Information supplied: Begin

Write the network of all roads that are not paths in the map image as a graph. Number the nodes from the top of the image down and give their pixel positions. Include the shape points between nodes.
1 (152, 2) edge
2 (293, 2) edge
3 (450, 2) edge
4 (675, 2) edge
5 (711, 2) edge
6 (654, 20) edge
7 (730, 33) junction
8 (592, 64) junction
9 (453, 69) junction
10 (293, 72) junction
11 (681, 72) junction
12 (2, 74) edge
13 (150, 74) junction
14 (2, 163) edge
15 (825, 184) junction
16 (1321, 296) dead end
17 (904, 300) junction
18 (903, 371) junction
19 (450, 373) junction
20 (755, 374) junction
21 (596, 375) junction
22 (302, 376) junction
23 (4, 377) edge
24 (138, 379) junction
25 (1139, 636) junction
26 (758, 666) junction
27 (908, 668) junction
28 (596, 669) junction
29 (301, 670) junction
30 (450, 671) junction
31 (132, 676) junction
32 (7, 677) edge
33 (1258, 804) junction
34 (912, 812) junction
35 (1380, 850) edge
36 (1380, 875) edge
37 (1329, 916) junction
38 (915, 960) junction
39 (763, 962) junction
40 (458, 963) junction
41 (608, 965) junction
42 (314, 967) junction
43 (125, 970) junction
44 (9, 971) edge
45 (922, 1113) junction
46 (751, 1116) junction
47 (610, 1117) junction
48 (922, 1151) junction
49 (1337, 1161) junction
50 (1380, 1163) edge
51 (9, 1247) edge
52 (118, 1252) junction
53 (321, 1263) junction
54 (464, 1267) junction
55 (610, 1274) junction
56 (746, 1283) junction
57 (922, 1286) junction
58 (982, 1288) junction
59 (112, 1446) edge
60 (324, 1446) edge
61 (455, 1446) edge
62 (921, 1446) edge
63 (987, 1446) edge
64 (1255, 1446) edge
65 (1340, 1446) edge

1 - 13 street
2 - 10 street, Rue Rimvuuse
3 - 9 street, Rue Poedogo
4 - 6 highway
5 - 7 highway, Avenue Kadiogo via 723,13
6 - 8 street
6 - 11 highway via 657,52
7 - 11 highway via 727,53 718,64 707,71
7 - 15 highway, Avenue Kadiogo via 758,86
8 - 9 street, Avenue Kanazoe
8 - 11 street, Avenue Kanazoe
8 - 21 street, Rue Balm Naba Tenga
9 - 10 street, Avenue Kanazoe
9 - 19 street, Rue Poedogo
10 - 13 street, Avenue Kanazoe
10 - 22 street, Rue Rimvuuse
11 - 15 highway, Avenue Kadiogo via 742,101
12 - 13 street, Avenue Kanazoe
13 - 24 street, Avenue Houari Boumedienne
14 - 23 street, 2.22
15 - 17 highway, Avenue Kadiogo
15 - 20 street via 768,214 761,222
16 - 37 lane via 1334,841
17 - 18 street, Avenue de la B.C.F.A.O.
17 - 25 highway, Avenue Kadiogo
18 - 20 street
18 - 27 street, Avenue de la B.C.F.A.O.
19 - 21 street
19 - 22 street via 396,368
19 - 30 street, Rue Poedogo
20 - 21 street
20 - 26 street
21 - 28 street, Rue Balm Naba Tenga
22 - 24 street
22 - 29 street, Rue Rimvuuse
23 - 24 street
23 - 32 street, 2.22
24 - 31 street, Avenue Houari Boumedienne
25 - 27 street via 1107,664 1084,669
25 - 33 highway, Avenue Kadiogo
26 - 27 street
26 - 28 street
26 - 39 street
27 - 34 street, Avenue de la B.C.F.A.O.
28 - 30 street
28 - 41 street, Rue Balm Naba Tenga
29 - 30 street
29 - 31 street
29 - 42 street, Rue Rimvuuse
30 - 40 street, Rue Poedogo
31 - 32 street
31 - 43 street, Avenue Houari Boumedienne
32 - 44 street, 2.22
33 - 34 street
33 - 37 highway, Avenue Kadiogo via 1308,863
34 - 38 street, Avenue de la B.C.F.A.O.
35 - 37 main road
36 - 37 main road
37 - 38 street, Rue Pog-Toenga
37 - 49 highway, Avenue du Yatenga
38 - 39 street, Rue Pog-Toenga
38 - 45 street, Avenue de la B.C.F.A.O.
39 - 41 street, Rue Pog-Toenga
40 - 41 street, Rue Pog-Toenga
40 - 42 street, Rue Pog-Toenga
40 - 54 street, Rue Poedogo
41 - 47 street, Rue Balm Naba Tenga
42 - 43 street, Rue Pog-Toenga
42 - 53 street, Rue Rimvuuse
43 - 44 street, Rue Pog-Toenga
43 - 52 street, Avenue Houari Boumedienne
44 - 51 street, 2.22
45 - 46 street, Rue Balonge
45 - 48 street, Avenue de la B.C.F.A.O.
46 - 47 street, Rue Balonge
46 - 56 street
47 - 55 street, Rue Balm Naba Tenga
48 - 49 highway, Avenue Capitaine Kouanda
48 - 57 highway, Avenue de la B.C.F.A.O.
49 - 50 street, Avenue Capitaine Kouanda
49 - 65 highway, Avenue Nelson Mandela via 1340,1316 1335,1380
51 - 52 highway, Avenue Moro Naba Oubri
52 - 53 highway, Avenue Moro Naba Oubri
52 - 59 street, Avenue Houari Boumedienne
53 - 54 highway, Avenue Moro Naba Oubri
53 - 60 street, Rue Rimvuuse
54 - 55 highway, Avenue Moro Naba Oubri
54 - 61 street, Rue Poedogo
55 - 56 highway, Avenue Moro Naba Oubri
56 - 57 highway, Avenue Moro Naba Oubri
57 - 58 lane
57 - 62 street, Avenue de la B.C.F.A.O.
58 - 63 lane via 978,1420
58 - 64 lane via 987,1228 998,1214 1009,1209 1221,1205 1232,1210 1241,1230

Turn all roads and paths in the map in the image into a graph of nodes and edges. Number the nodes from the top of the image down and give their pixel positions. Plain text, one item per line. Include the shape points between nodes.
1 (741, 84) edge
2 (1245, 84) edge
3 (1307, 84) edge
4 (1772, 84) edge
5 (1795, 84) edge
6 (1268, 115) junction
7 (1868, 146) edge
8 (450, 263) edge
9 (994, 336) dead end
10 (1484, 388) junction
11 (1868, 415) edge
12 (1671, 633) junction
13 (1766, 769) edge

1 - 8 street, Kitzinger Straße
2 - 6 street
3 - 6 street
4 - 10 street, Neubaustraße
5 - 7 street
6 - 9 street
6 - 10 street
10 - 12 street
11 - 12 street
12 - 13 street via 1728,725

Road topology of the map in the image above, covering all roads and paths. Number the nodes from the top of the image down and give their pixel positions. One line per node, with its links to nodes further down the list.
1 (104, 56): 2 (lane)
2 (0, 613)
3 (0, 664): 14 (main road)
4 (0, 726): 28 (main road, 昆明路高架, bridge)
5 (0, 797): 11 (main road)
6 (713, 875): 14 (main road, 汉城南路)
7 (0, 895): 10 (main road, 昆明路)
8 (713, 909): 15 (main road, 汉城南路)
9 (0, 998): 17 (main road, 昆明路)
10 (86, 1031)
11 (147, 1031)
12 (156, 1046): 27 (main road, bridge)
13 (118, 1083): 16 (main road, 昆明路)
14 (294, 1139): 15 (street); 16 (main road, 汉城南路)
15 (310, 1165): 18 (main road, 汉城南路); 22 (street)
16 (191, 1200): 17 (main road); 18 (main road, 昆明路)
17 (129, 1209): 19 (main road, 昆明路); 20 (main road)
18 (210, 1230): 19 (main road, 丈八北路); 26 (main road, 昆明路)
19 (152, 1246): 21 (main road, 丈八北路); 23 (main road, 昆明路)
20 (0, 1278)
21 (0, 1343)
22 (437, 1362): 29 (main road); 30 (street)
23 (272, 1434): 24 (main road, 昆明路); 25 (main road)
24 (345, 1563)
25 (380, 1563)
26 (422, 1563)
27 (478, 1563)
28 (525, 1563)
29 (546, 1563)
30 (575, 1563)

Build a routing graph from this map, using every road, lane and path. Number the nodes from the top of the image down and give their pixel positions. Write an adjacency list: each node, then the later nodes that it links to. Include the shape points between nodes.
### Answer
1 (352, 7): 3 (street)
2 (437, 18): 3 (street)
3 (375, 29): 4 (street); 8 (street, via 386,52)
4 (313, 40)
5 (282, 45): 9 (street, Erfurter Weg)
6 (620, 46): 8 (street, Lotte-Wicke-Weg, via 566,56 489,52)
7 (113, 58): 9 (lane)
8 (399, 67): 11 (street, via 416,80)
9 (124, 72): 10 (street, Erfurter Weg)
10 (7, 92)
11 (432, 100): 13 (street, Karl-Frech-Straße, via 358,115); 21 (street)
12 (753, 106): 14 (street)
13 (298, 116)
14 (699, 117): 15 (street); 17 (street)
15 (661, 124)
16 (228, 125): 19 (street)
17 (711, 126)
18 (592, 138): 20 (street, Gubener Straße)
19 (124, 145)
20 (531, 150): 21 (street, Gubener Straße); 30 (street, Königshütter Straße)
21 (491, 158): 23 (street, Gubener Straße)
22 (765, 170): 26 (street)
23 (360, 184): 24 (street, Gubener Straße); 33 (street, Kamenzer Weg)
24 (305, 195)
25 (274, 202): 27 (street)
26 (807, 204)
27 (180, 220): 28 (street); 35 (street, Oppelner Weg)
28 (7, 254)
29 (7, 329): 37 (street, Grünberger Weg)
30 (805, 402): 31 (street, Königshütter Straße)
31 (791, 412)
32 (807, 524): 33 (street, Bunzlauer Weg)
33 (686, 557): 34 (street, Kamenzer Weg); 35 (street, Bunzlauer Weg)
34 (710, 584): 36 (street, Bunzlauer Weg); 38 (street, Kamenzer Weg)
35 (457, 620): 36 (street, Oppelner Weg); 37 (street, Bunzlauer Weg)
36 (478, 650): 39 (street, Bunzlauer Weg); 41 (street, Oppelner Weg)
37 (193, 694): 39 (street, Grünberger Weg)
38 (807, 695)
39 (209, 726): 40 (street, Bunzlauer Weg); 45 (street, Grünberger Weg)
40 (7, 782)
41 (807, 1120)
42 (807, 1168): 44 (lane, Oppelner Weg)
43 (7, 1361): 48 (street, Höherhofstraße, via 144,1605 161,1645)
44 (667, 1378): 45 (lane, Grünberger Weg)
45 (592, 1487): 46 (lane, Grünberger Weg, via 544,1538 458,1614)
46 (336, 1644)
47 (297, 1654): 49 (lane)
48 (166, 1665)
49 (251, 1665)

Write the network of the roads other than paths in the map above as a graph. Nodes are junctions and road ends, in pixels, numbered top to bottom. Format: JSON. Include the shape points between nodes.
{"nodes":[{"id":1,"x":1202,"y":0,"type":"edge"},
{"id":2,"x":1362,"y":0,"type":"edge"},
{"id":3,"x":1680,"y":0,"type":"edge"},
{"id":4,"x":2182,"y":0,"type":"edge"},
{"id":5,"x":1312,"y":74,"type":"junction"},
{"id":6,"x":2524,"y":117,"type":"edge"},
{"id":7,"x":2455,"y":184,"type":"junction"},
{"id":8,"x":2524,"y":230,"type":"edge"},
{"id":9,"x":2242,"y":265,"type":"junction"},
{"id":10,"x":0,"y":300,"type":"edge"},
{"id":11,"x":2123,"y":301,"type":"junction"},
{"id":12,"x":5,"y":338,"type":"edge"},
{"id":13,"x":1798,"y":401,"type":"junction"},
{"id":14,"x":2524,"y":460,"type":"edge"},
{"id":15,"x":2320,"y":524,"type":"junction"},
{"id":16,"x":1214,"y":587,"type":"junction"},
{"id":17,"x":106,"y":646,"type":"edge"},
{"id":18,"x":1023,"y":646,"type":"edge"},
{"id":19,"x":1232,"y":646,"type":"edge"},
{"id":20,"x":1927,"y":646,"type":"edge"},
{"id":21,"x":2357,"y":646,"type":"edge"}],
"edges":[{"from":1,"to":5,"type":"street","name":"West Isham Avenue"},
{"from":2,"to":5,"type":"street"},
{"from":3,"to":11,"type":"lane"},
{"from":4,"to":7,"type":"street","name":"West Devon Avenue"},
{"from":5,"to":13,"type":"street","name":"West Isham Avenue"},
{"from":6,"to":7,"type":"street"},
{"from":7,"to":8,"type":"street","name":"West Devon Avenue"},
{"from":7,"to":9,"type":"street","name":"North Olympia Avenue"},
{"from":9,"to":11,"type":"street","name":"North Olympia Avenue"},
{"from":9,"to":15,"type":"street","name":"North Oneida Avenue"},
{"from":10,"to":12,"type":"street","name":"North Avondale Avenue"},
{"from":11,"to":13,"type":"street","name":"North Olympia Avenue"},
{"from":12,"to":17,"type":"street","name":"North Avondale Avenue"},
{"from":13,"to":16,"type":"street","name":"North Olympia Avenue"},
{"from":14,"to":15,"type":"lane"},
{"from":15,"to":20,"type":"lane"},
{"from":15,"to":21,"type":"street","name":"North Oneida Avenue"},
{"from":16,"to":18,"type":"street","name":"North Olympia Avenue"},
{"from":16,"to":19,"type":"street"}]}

Information supplied: End

◆ Work required: Could you write out, exactly as they stand, only the lines above that begin at the line with "Turn all roads" and stop after the line with "Build a routing"?

◆ Output of the exercise:
Turn all roads and paths in the map in the image into a graph of nodes and edges. Number the nodes from the top of the image down and give their pixel positions. Plain text, one item per line. Include the shape points between nodes.
1 (741, 84) edge
2 (1245, 84) edge
3 (1307, 84) edge
4 (1772, 84) edge
5 (1795, 84) edge
6 (1268, 115) junction
7 (1868, 146) edge
8 (450, 263) edge
9 (994, 336) dead end
10 (1484, 388) junction
11 (1868, 415) edge
12 (1671, 633) junction
13 (1766, 769) edge

1 - 8 street, Kitzinger Straße
2 - 6 street
3 - 6 street
4 - 10 street, Neubaustraße
5 - 7 street
6 - 9 street
6 - 10 street
10 - 12 street
11 - 12 street
12 - 13 street via 1728,725

Road topology of the map in the image above, covering all roads and paths. Number the nodes from the top of the image down and give their pixel positions. One line per node, with its links to nodes further down the list.
1 (104, 56): 2 (lane)
2 (0, 613)
3 (0, 664): 14 (main road)
4 (0, 726): 28 (main road, 昆明路高架, bridge)
5 (0, 797): 11 (main road)
6 (713, 875): 14 (main road, 汉城南路)
7 (0, 895): 10 (main road, 昆明路)
8 (713, 909): 15 (main road, 汉城南路)
9 (0, 998): 17 (main road, 昆明路)
10 (86, 1031)
11 (147, 1031)
12 (156, 1046): 27 (main road, bridge)
13 (118, 1083): 16 (main road, 昆明路)
14 (294, 1139): 15 (street); 16 (main road, 汉城南路)
15 (310, 1165): 18 (main road, 汉城南路); 22 (street)
16 (191, 1200): 17 (main road); 18 (main road, 昆明路)
17 (129, 1209): 19 (main road, 昆明路); 20 (main road)
18 (210, 1230): 19 (main road, 丈八北路); 26 (main road, 昆明路)
19 (152, 1246): 21 (main road, 丈八北路); 23 (main road, 昆明路)
20 (0, 1278)
21 (0, 1343)
22 (437, 1362): 29 (main road); 30 (street)
23 (272, 1434): 24 (main road, 昆明路); 25 (main road)
24 (345, 1563)
25 (380, 1563)
26 (422, 1563)
27 (478, 1563)
28 (525, 1563)
29 (546, 1563)
30 (575, 1563)

Build a routing graph from this map, using every road, lane and path. Number the nodes from the top of the image down and give their pixel positions. Write an adjacency list: each node, then the later nodes that it links to. Include the shape points between nodes.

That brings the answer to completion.